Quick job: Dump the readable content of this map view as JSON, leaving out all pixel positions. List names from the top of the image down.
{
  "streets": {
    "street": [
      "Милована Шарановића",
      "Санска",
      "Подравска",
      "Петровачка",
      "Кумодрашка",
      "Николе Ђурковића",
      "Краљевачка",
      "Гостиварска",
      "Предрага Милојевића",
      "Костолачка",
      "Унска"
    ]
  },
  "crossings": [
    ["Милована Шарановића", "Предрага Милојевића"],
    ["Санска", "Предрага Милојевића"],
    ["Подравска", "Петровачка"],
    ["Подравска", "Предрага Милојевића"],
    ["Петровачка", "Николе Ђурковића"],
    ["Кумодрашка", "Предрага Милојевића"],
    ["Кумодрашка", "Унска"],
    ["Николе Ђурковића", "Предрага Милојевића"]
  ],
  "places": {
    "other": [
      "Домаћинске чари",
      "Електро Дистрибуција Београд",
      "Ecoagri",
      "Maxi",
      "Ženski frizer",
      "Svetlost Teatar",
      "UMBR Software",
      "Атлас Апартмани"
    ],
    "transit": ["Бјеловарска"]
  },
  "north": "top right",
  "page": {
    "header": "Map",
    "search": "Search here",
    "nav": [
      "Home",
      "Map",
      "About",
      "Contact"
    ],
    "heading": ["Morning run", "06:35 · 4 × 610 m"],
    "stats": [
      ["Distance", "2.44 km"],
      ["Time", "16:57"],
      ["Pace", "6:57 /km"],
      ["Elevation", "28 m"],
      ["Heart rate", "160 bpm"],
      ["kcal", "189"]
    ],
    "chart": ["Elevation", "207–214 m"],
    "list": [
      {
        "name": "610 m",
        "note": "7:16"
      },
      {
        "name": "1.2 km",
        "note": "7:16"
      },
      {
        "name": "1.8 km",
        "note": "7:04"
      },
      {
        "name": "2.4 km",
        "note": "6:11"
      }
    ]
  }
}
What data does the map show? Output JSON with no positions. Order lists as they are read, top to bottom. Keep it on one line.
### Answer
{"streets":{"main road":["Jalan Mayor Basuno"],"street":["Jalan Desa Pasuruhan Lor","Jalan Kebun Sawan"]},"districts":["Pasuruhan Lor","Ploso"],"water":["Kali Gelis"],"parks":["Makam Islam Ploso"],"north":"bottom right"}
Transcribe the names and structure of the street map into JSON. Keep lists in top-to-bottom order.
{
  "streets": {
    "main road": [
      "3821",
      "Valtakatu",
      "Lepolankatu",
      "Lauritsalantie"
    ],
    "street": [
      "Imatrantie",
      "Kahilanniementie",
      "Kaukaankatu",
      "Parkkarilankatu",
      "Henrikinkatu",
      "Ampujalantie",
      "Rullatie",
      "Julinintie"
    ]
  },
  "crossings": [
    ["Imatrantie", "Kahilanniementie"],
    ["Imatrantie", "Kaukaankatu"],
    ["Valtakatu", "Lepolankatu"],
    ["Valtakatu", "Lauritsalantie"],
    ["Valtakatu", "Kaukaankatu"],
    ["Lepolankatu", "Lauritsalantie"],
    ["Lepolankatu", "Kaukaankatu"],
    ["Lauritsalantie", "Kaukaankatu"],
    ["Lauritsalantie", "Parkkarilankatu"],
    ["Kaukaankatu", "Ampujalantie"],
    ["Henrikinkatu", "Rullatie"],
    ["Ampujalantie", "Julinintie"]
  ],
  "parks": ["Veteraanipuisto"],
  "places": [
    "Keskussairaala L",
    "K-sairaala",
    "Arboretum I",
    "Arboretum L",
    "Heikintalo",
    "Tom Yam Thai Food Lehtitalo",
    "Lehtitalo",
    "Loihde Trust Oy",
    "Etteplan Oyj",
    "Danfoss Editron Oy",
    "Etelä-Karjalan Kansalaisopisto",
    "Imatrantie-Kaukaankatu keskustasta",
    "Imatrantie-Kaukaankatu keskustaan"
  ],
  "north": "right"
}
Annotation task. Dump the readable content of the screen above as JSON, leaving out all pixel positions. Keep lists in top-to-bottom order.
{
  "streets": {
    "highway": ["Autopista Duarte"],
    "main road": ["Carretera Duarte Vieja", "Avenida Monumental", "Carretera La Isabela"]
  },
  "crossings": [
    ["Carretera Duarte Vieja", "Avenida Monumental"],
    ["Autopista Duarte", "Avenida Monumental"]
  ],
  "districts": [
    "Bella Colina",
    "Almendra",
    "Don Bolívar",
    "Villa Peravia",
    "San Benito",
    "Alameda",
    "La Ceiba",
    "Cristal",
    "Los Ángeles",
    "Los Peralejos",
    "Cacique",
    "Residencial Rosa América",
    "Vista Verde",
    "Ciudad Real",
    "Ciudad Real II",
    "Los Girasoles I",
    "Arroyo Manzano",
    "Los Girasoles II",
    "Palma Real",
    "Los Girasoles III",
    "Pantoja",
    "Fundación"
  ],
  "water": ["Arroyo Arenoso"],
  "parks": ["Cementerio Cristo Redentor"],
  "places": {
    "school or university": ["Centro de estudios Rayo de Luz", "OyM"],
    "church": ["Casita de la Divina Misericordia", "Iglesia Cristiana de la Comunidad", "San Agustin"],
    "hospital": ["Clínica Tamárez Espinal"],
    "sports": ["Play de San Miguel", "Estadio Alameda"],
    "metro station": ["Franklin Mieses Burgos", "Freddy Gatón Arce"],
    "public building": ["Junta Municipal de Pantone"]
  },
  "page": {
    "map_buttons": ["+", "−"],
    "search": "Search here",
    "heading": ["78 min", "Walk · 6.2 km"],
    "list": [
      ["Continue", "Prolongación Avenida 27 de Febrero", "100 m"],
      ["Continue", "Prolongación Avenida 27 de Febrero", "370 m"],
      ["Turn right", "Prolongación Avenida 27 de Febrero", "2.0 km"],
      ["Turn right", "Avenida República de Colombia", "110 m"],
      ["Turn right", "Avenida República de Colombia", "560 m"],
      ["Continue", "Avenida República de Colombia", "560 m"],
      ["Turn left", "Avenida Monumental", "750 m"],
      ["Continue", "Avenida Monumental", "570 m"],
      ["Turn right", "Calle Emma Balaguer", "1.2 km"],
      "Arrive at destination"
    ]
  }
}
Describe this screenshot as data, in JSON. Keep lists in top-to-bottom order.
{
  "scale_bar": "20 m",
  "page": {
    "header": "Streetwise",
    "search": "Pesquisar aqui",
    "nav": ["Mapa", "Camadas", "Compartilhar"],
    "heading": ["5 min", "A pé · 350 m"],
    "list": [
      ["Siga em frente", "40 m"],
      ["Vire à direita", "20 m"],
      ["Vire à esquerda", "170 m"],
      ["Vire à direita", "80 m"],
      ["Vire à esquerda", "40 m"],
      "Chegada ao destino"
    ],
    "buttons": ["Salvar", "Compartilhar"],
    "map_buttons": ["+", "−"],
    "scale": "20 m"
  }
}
+===+
Work instructions —
Your task is to retype all of the lines above exactly.

Written response —
Quick job: Dump the readable content of this map view as JSON, leaving out all pixel positions. List names from the top of the image down.
{
  "streets": {
    "street": [
      "Милована Шарановића",
      "Санска",
      "Подравска",
      "Петровачка",
      "Кумодрашка",
      "Николе Ђурковића",
      "Краљевачка",
      "Гостиварска",
      "Предрага Милојевића",
      "Костолачка",
      "Унска"
    ]
  },
  "crossings": [
    ["Милована Шарановића", "Предрага Милојевића"],
    ["Санска", "Предрага Милојевића"],
    ["Подравска", "Петровачка"],
    ["Подравска", "Предрага Милојевића"],
    ["Петровачка", "Николе Ђурковића"],
    ["Кумодрашка", "Предрага Милојевића"],
    ["Кумодрашка", "Унска"],
    ["Николе Ђурковића", "Предрага Милојевића"]
  ],
  "places": {
    "other": [
      "Домаћинске чари",
      "Електро Дистрибуција Београд",
      "Ecoagri",
      "Maxi",
      "Ženski frizer",
      "Svetlost Teatar",
      "UMBR Software",
      "Атлас Апартмани"
    ],
    "transit": ["Бјеловарска"]
  },
  "north": "top right",
  "page": {
    "header": "Map",
    "search": "Search here",
    "nav": [
      "Home",
      "Map",
      "About",
      "Contact"
    ],
    "heading": ["Morning run", "06:35 · 4 × 610 m"],
    "stats": [
      ["Distance", "2.44 km"],
      ["Time", "16:57"],
      ["Pace", "6:57 /km"],
      ["Elevation", "28 m"],
      ["Heart rate", "160 bpm"],
      ["kcal", "189"]
    ],
    "chart": ["Elevation", "207–214 m"],
    "list": [
      {
        "name": "610 m",
        "note": "7:16"
      },
      {
        "name": "1.2 km",
        "note": "7:16"
      },
      {
        "name": "1.8 km",
        "note": "7:04"
      },
      {
        "name": "2.4 km",
        "note": "6:11"
      }
    ]
  }
}
What data does the map show? Output JSON with no positions. Order lists as they are read, top to bottom. Keep it on one line.
### Answer
{"streets":{"main road":["Jalan Mayor Basuno"],"street":["Jalan Desa Pasuruhan Lor","Jalan Kebun Sawan"]},"districts":["Pasuruhan Lor","Ploso"],"water":["Kali Gelis"],"parks":["Makam Islam Ploso"],"north":"bottom right"}
Transcribe the names and structure of the street map into JSON. Keep lists in top-to-bottom order.
{
  "streets": {
    "main road": [
      "3821",
      "Valtakatu",
      "Lepolankatu",
      "Lauritsalantie"
    ],
    "street": [
      "Imatrantie",
      "Kahilanniementie",
      "Kaukaankatu",
      "Parkkarilankatu",
      "Henrikinkatu",
      "Ampujalantie",
      "Rullatie",
      "Julinintie"
    ]
  },
  "crossings": [
    ["Imatrantie", "Kahilanniementie"],
    ["Imatrantie", "Kaukaankatu"],
    ["Valtakatu", "Lepolankatu"],
    ["Valtakatu", "Lauritsalantie"],
    ["Valtakatu", "Kaukaankatu"],
    ["Lepolankatu", "Lauritsalantie"],
    ["Lepolankatu", "Kaukaankatu"],
    ["Lauritsalantie", "Kaukaankatu"],
    ["Lauritsalantie", "Parkkarilankatu"],
    ["Kaukaankatu", "Ampujalantie"],
    ["Henrikinkatu", "Rullatie"],
    ["Ampujalantie", "Julinintie"]
  ],
  "parks": ["Veteraanipuisto"],
  "places": [
    "Keskussairaala L",
    "K-sairaala",
    "Arboretum I",
    "Arboretum L",
    "Heikintalo",
    "Tom Yam Thai Food Lehtitalo",
    "Lehtitalo",
    "Loihde Trust Oy",
    "Etteplan Oyj",
    "Danfoss Editron Oy",
    "Etelä-Karjalan Kansalaisopisto",
    "Imatrantie-Kaukaankatu keskustasta",
    "Imatrantie-Kaukaankatu keskustaan"
  ],
  "north": "right"
}
Annotation task. Dump the readable content of the screen above as JSON, leaving out all pixel positions. Keep lists in top-to-bottom order.
{
  "streets": {
    "highway": ["Autopista Duarte"],
    "main road": ["Carretera Duarte Vieja", "Avenida Monumental", "Carretera La Isabela"]
  },
  "crossings": [
    ["Carretera Duarte Vieja", "Avenida Monumental"],
    ["Autopista Duarte", "Avenida Monumental"]
  ],
  "districts": [
    "Bella Colina",
    "Almendra",
    "Don Bolívar",
    "Villa Peravia",
    "San Benito",
    "Alameda",
    "La Ceiba",
    "Cristal",
    "Los Ángeles",
    "Los Peralejos",
    "Cacique",
    "Residencial Rosa América",
    "Vista Verde",
    "Ciudad Real",
    "Ciudad Real II",
    "Los Girasoles I",
    "Arroyo Manzano",
    "Los Girasoles II",
    "Palma Real",
    "Los Girasoles III",
    "Pantoja",
    "Fundación"
  ],
  "water": ["Arroyo Arenoso"],
  "parks": ["Cementerio Cristo Redentor"],
  "places": {
    "school or university": ["Centro de estudios Rayo de Luz", "OyM"],
    "church": ["Casita de la Divina Misericordia", "Iglesia Cristiana de la Comunidad", "San Agustin"],
    "hospital": ["Clínica Tamárez Espinal"],
    "sports": ["Play de San Miguel", "Estadio Alameda"],
    "metro station": ["Franklin Mieses Burgos", "Freddy Gatón Arce"],
    "public building": ["Junta Municipal de Pantone"]
  },
  "page": {
    "map_buttons": ["+", "−"],
    "search": "Search here",
    "heading": ["78 min", "Walk · 6.2 km"],
    "list": [
      ["Continue", "Prolongación Avenida 27 de Febrero", "100 m"],
      ["Continue", "Prolongación Avenida 27 de Febrero", "370 m"],
      ["Turn right", "Prolongación Avenida 27 de Febrero", "2.0 km"],
      ["Turn right", "Avenida República de Colombia", "110 m"],
      ["Turn right", "Avenida República de Colombia", "560 m"],
      ["Continue", "Avenida República de Colombia", "560 m"],
      ["Turn left", "Avenida Monumental", "750 m"],
      ["Continue", "Avenida Monumental", "570 m"],
      ["Turn right", "Calle Emma Balaguer", "1.2 km"],
      "Arrive at destination"
    ]
  }
}
Describe this screenshot as data, in JSON. Keep lists in top-to-bottom order.
{
  "scale_bar": "20 m",
  "page": {
    "header": "Streetwise",
    "search": "Pesquisar aqui",
    "nav": ["Mapa", "Camadas", "Compartilhar"],
    "heading": ["5 min", "A pé · 350 m"],
    "list": [
      ["Siga em frente", "40 m"],
      ["Vire à direita", "20 m"],
      ["Vire à esquerda", "170 m"],
      ["Vire à direita", "80 m"],
      ["Vire à esquerda", "40 m"],
      "Chegada ao destino"
    ],
    "buttons": ["Salvar", "Compartilhar"],
    "map_buttons": ["+", "−"],
    "scale": "20 m"
  }
}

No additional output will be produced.